Guti Ribeiro

Personal information
- Full name: Gustavo Beirão Gramaço Ribeiro
- Date of birth: 1 December 1984 (age 41)
- Place of birth: Almada, Portugal
- Height: 1.85 m (6 ft 1 in)
- Position: Forward

Youth career
- 1995–2003: Almada

Senior career*
- Years: Team / Apps / (Gls)
- 2003–2005: Almada
- 2005–2006: Montijo / 35 / (12)
- 2006–2007: Sportfreunde Siegen / 0 / (0)
- 2007: Compostela / 17 / (2)
- 2008: Lalín
- 2008–2009: Eordaikos / 11 / (0)
- 2009: Odysseas Anagennisi / 11 / (1)
- 2009–2010: Anagennisi Karditsa / 22 / (5)
- 2010: Persijap Jepara / 7 / (0)
- 2011: Bintang Medan / 20 / (5)
- 2011–2012: St.
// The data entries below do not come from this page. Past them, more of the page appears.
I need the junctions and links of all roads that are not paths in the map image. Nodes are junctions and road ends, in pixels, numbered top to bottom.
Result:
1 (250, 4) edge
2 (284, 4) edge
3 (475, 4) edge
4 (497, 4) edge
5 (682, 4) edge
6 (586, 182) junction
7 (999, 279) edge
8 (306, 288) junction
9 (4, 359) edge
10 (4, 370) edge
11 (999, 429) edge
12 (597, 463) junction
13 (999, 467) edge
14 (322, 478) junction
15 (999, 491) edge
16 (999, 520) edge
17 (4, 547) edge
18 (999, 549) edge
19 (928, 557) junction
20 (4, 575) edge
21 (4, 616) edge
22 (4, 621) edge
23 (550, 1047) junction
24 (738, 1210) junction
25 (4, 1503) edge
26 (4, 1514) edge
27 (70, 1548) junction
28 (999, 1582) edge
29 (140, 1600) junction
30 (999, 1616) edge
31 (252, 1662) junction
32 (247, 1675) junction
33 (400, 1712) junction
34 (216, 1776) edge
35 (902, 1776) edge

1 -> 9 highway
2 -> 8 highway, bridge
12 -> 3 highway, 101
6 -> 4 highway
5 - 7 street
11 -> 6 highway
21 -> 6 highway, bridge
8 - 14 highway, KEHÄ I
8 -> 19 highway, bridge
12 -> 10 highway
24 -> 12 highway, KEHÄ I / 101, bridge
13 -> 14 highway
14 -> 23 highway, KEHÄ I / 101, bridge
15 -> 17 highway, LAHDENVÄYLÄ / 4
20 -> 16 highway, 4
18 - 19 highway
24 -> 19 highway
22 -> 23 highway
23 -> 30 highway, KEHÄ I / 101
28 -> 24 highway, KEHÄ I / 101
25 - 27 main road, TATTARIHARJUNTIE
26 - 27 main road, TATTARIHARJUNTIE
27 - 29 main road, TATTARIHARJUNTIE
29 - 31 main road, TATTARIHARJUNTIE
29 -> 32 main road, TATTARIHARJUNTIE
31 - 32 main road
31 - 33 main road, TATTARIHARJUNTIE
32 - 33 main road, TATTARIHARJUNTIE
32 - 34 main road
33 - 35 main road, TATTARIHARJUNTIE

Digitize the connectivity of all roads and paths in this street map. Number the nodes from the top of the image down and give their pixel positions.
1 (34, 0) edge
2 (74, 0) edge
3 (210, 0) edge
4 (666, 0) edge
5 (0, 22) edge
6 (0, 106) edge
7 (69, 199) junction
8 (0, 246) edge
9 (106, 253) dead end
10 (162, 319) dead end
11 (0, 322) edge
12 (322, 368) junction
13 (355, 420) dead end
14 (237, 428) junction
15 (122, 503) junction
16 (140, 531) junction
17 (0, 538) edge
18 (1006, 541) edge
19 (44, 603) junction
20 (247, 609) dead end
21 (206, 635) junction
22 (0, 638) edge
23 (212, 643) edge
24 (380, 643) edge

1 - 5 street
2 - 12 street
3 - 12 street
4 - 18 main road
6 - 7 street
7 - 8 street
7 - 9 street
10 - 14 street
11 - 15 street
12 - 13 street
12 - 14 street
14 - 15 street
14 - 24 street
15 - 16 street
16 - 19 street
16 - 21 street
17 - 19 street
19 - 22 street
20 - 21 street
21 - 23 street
Andrews / 12 / (5)
- 2012–2013: Onisilos Sotira / 13 / (1)
- 2013: Mariehamn / 0 / (0)
- 2013: Bad Füssing
- 2014: SC Schwaz / 9 / (2)

= Guti Ribeiro =

Portuguese footballer

Gustavo 'Guti' Beirão Gramaço Ribeiro (born 1 December 1984 in Almada, Setúbal District) is a Portuguese former professional footballer who played as a forward.

He used to play in the Regionalliga. He played for Schwaz, making his debut coming off the bench, for IFK Mariehamn, on 6 March 2013 against HJK Helsinki in a 0-4 loss.